By cultivating fearlessness, we can truly understand darkness and its necessary place in our unfoldment, and not give it power that it does not truly have.

What is wounded and unhealed in us is projected into the Unknown, and so we relegate the unknown to the realm of darkness instead of the realm of light and of possibility. We then may attempt to use the practices of light and radiance to try to escape the darkness instead of illuminating it, un-patterning and claiming the potentials therein — especially the potentials we all have to inflict hurt.

All of us have experiences and memories of being wounded by the exercise of arbitrary force (counterfeit power) to suppress and control, and the unconscious belief is that in incubating guilt and fear of misusing our own power, we will not therefore be like those who wounded us. Perhaps that is what led many of us to a path of “love, harmony, and beauty.”

But actually, the opposite is true: By harboring guilt and fear, we empower the darkness instead of containing and finally mastering it, and thereby increase the likelihood that we will misuse it — against ourselves, if nothing else.

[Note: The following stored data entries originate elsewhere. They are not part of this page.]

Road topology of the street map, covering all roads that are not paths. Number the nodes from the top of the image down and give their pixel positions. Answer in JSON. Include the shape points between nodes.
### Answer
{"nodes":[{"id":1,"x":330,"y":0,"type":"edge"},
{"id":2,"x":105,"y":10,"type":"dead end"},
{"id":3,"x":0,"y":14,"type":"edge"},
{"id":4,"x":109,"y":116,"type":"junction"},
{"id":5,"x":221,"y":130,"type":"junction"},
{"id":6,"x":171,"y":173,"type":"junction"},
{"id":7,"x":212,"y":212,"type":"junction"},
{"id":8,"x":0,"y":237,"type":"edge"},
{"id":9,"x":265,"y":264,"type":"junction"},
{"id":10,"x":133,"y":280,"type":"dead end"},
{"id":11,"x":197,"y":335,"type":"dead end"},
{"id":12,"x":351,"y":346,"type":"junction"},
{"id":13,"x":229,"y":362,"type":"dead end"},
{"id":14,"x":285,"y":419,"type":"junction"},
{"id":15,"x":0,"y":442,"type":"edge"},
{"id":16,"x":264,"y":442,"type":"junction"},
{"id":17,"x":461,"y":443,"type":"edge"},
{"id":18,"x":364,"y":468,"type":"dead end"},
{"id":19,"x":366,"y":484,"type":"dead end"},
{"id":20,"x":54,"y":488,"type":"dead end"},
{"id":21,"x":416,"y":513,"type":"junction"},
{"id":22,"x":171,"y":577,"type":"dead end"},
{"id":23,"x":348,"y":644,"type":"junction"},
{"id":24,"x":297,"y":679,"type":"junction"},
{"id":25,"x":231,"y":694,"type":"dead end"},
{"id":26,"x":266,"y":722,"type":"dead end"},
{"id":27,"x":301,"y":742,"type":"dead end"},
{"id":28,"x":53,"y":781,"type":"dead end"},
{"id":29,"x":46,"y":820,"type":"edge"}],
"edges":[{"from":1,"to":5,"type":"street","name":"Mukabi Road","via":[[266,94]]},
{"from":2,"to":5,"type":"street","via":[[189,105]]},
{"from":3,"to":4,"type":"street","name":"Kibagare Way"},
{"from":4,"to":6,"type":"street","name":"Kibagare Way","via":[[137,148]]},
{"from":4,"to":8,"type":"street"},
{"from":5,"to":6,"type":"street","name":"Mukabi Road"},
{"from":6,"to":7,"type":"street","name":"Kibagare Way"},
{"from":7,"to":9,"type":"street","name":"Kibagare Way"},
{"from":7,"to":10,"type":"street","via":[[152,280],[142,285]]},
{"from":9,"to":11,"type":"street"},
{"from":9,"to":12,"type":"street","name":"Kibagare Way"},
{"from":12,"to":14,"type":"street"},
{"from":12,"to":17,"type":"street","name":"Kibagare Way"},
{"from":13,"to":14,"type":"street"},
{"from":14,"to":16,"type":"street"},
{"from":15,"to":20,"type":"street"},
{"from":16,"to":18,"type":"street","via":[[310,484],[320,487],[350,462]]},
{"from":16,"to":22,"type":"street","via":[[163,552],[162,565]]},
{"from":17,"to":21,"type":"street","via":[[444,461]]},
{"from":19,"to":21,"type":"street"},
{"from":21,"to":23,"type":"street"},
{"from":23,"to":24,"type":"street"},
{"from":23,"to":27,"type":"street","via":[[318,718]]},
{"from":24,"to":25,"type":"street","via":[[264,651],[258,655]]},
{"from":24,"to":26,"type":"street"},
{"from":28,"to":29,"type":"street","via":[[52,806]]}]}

Our practices with light and radiance have to be integrated in a very physical and sensate way, with the very flesh itself. Work with the aura or an awareness of the planes of light is not enough, because this integration requires working with energy as well as attunement, and energy work exposes the contractions that are the somato-psychic “countenances” of our fear of darkness.

Related to fearlessness is a basic trust of the larger process, a relationship of a certain essential ease in the world, a friendliness and at-home-ness with our human incarnation — a sense that, regardless of how tough things get, they are workable and we are not irrevocably alienated from our soul’s purpose.

Many, perhaps most, of us do not arrive at adult-hood with this intact, but it is nevertheless our divine inheritance and can be reclaimed through spiritual practice and the movement of grace. This is less a psychological problem than a spiritual quality that manifests in the psyche, and without that breakthrough to that of our own being that transcends time, space, and our history, we can chip away at this for decades.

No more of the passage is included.